[[ MATERIAL SUPPLIED, beginning ]]

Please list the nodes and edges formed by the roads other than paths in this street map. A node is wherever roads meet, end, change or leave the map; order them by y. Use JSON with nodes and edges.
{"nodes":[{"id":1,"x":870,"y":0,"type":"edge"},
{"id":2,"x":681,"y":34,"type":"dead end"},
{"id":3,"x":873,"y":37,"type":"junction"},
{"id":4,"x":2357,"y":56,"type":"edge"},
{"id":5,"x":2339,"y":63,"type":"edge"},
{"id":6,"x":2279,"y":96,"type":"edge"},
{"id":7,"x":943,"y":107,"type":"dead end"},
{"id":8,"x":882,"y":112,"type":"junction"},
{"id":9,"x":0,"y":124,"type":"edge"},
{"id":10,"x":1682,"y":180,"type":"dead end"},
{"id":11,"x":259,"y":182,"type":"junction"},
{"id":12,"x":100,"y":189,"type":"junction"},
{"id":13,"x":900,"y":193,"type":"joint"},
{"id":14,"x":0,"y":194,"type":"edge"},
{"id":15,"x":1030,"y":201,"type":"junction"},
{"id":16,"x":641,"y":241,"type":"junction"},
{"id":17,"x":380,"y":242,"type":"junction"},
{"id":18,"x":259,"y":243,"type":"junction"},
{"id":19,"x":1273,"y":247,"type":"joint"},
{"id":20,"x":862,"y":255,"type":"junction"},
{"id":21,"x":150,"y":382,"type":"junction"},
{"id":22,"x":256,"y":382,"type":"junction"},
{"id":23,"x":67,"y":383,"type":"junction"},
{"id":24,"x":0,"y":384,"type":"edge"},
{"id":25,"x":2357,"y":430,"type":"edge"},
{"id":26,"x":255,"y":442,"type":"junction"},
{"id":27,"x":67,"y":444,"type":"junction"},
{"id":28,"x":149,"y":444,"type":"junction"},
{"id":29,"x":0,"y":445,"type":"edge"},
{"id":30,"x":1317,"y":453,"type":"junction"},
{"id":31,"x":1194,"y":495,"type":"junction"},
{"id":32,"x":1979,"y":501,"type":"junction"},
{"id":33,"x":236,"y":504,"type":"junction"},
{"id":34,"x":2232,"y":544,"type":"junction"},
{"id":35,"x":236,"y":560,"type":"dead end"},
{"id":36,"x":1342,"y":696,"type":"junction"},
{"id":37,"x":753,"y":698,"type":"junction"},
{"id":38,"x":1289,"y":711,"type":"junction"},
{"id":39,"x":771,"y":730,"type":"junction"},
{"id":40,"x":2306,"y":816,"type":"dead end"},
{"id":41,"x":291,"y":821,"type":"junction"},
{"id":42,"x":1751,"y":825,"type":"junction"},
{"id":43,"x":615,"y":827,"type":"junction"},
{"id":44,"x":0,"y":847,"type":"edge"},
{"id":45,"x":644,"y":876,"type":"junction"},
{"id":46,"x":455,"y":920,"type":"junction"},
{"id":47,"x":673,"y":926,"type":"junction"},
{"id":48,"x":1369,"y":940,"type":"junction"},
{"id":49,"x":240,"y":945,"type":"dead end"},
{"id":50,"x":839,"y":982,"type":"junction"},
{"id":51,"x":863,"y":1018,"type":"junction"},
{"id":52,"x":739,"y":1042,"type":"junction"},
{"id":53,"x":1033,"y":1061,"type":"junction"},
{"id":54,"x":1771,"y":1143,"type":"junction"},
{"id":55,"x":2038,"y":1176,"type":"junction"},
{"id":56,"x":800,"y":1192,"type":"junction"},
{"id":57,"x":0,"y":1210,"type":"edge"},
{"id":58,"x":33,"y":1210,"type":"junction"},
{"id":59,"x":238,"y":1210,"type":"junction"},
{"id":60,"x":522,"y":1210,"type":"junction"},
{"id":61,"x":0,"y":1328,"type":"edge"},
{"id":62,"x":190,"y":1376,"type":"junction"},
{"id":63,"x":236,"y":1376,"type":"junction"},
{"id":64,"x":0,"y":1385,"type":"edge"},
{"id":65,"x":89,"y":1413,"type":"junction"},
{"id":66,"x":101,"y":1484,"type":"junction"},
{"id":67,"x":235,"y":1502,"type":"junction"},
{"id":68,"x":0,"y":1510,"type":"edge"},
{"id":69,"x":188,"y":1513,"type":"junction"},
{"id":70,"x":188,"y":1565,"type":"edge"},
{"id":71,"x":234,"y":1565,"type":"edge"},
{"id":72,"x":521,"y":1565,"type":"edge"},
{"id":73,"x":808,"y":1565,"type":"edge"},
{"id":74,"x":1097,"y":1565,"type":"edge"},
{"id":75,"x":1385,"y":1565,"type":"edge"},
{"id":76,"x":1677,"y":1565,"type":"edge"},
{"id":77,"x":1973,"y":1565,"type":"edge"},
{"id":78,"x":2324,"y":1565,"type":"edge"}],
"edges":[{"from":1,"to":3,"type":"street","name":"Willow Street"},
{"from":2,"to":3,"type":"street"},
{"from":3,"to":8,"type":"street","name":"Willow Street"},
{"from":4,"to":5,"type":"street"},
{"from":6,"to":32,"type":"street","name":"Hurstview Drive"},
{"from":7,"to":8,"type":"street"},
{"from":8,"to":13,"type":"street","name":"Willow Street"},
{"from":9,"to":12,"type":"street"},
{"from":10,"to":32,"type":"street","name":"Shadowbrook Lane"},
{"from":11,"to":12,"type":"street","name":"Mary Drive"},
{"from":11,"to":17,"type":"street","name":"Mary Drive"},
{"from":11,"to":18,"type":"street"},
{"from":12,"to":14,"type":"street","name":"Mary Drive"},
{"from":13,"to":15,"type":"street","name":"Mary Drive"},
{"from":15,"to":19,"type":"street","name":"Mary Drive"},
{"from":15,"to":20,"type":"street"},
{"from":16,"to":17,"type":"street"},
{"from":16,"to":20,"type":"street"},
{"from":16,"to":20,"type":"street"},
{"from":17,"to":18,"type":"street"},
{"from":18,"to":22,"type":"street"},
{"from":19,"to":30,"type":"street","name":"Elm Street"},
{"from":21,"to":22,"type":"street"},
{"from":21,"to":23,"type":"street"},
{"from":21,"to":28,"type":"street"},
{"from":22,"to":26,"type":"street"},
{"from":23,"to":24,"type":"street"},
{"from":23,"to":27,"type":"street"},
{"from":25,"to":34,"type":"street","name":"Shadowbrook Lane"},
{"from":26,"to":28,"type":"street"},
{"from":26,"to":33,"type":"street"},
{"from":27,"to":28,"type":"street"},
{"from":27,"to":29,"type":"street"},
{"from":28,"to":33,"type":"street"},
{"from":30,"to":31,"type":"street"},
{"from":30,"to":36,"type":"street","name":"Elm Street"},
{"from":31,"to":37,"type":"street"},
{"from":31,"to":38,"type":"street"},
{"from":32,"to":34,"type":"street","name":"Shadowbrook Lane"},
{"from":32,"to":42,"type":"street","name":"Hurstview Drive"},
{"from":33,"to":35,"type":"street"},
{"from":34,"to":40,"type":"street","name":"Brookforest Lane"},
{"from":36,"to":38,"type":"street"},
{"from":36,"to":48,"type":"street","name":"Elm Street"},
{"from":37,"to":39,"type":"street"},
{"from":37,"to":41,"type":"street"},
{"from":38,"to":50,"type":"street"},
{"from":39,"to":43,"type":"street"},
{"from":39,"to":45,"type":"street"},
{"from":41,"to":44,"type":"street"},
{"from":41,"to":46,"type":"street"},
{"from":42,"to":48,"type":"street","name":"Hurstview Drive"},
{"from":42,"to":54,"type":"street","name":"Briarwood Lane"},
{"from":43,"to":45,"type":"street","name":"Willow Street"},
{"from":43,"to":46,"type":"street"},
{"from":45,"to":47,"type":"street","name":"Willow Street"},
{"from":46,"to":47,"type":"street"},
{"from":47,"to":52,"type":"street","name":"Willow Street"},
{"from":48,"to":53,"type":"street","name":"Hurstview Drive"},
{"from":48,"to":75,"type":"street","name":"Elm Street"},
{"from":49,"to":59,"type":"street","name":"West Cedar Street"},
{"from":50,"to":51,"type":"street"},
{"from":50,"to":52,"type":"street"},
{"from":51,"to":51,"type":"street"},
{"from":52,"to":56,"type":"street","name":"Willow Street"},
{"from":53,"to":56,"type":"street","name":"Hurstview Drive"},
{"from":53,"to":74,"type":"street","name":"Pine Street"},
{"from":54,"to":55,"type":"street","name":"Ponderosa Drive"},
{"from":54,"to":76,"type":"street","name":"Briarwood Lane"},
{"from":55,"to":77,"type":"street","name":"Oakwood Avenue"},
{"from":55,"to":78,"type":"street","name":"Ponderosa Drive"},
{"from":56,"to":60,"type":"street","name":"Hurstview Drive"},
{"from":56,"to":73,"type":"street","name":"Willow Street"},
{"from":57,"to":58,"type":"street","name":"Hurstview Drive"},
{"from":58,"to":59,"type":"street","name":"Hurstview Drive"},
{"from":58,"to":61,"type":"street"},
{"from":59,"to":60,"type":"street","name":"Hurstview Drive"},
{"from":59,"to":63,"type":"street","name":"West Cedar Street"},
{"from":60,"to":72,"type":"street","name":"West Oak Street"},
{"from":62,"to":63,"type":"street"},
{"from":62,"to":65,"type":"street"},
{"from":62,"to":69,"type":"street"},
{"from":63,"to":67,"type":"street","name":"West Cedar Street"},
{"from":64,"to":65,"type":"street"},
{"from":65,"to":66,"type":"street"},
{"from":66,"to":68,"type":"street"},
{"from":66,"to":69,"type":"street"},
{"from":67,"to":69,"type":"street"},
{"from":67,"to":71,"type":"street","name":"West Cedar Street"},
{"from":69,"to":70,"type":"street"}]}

[[ MATERIAL SUPPLIED, end ]]

§ **WHAT YOU HAVE TO DO**
What lines above mention "joint"? Copy each one.

§ **COMPLETED EXERCISE**
{"id":13,"x":900,"y":193,"type":"joint"},
{"id":19,"x":1273,"y":247,"type":"joint"},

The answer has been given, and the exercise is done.